Normalerweise melden sich Angehörige, die Unterstützung benötigen. Leider häufig erst dann, wenn es der zu begleitenden Person bereits sehr schlecht geht.

Das ist bei Frau Janßen anders. Seit sie von ihrer Ärztin erfuhr, unheilbar krank zu sein, schritt sie zur Tat und rief beim ambulanten Hospizdienst an. Selbstbestimmt und klar strukturiert. Kurzum: Bemerkenswert!

Und so ist Frau Anneliese Janßen auch als Person! Es ist eine Freude für mich, sie begleiten zu dürfen. Von Anbeginn schenkte sie mir ihr Vertrauen und hieß mich willkommen.

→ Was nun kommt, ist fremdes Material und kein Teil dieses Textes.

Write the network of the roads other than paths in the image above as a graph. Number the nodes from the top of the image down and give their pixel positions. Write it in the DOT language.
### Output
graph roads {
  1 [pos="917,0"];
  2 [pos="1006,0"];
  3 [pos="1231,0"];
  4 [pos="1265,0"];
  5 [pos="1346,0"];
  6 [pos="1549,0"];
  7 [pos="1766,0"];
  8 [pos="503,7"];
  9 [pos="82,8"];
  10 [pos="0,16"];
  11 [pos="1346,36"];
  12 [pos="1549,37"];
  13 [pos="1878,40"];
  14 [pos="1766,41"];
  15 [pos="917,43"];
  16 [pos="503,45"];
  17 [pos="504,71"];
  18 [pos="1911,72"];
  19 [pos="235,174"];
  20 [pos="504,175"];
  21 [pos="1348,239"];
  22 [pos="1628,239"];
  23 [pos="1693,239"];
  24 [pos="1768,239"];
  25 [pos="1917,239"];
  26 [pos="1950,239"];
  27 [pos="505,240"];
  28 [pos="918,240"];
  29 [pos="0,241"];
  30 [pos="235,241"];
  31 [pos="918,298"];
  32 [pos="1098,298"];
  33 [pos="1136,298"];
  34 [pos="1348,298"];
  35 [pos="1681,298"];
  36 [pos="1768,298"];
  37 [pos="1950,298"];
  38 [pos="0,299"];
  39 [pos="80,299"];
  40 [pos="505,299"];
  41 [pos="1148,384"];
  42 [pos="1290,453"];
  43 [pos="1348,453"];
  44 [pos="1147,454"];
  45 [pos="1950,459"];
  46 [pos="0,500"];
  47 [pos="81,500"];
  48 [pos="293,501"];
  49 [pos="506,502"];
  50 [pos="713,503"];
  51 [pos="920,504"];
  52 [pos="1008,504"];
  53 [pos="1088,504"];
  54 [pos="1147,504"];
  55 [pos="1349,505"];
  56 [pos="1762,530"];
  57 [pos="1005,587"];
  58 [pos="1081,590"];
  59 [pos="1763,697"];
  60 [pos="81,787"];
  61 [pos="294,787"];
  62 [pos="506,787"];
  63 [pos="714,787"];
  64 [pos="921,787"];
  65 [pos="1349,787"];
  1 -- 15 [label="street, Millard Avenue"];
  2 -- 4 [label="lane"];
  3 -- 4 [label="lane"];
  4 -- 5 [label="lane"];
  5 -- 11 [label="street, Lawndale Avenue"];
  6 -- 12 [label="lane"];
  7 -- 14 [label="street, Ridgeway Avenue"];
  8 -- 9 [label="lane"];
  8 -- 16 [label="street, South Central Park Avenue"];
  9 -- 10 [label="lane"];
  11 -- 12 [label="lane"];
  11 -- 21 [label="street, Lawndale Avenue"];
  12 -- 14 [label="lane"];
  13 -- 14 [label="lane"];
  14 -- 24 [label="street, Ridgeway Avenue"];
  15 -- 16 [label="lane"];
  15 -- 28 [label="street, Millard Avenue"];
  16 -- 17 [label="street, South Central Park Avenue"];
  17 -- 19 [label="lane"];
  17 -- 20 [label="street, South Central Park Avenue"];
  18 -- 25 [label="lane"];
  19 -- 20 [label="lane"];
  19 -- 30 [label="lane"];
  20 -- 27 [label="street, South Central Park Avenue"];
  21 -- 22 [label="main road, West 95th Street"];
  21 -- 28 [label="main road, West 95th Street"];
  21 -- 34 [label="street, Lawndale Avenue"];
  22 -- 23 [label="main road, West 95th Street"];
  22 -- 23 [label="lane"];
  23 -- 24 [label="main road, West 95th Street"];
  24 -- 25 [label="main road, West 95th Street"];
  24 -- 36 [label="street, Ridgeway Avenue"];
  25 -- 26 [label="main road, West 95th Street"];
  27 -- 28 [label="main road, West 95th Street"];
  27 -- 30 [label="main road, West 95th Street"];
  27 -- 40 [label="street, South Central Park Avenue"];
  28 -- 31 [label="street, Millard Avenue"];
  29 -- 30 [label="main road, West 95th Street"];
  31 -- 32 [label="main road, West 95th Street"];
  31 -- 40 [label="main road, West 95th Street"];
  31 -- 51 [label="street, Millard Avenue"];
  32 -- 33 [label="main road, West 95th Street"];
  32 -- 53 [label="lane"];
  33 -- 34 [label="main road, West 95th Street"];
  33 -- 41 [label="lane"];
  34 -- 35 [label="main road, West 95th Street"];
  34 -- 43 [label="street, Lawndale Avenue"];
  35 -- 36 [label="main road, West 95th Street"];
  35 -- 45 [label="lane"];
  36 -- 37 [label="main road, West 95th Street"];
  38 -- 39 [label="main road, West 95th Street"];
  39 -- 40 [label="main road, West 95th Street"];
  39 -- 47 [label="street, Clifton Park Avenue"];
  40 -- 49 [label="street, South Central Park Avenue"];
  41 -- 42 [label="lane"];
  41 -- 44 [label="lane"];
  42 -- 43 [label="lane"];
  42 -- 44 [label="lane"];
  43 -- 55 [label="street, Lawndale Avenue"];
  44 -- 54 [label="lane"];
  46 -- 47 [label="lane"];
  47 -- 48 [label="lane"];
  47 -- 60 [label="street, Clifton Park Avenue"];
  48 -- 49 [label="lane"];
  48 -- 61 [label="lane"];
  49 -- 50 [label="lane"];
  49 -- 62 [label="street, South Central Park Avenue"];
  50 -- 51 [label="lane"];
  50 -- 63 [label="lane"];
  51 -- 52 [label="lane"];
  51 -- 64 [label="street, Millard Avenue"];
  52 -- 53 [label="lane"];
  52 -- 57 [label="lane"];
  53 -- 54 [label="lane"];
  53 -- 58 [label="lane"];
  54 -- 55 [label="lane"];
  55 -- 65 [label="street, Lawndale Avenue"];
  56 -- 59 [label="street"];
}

Dieses Willkommen-Sein bedeutet mir sehr viel. Es erleichtert das Miteinander und öffnet Türen. Dadurch wird eine optimale Begleitung ermöglicht, die auf beiden Seiten Sicherheit bewirkt.
Ebenfalls erfreulich ist es, dass ich auch zu Herrn Janßen einen „guten Draht“ habe. Er versorgt uns bei meinen Besuchen liebevoll mit Getränken und Leckereien, was eine gemütliche Atmosphäre hervorruft.

Wir erleben einander „ungeschminkt“ und bereichern uns allein schon dadurch, dass wir Interesse am Leben des anderen zeigen und zuhören. Mehr bedarf es oft nicht – einfach zuhören!

Persönliche Themen, wie Patientenverfügung und Bestattungs-wünsche stehen genauso auf dem Besprechungsprogramm, wie Geschehnisse aus Wirtschaft, Politik und Kultur. Und Fußball natürlich! Mal verlaufen die Gespräche ernst – mal heiter, je nach Gesprächsbedarf.

Es wird „Klartext“ geredet. Die beiden Kinder nebst Ehepartnern, die Enkelkinder, Freunde und die nächsten Nachbarn – alle wissen Bescheid, wie es um Frau Janßen steht. Alle sind recht betroffen.

Die Familie, insbesondere der Ehemann und die beiden Kinder, sind da. Soll heißen, dass sie sich kümmern und sorgen. Ein soziale Netz, bestehend aus liebevollen Menschen, die ihrer Frau bzw. Mutter zur Seite stehen – bis zuletzt!

Diese Fürsorge seitens der Familie rührt mich. Ein Glück im Unglück!

Meine Motivation, diese verantwortungsvolle Ehrenamt auszuüben, erhalte ich u.a. in Momenten, wie oben beschrieben. So macht Begleitung Sinn!

Ich wünsche mir, dass die kostenlosen Begleitungen des ambulanten Hospizdienstes Wilhelmshaven-Friesland e.V. mehr in Anspruch genommen werden, um vielen schwer kranken Menschen zur Seite zu stehen sowie deren Angehörige individuelle Unterstützung anzubieten.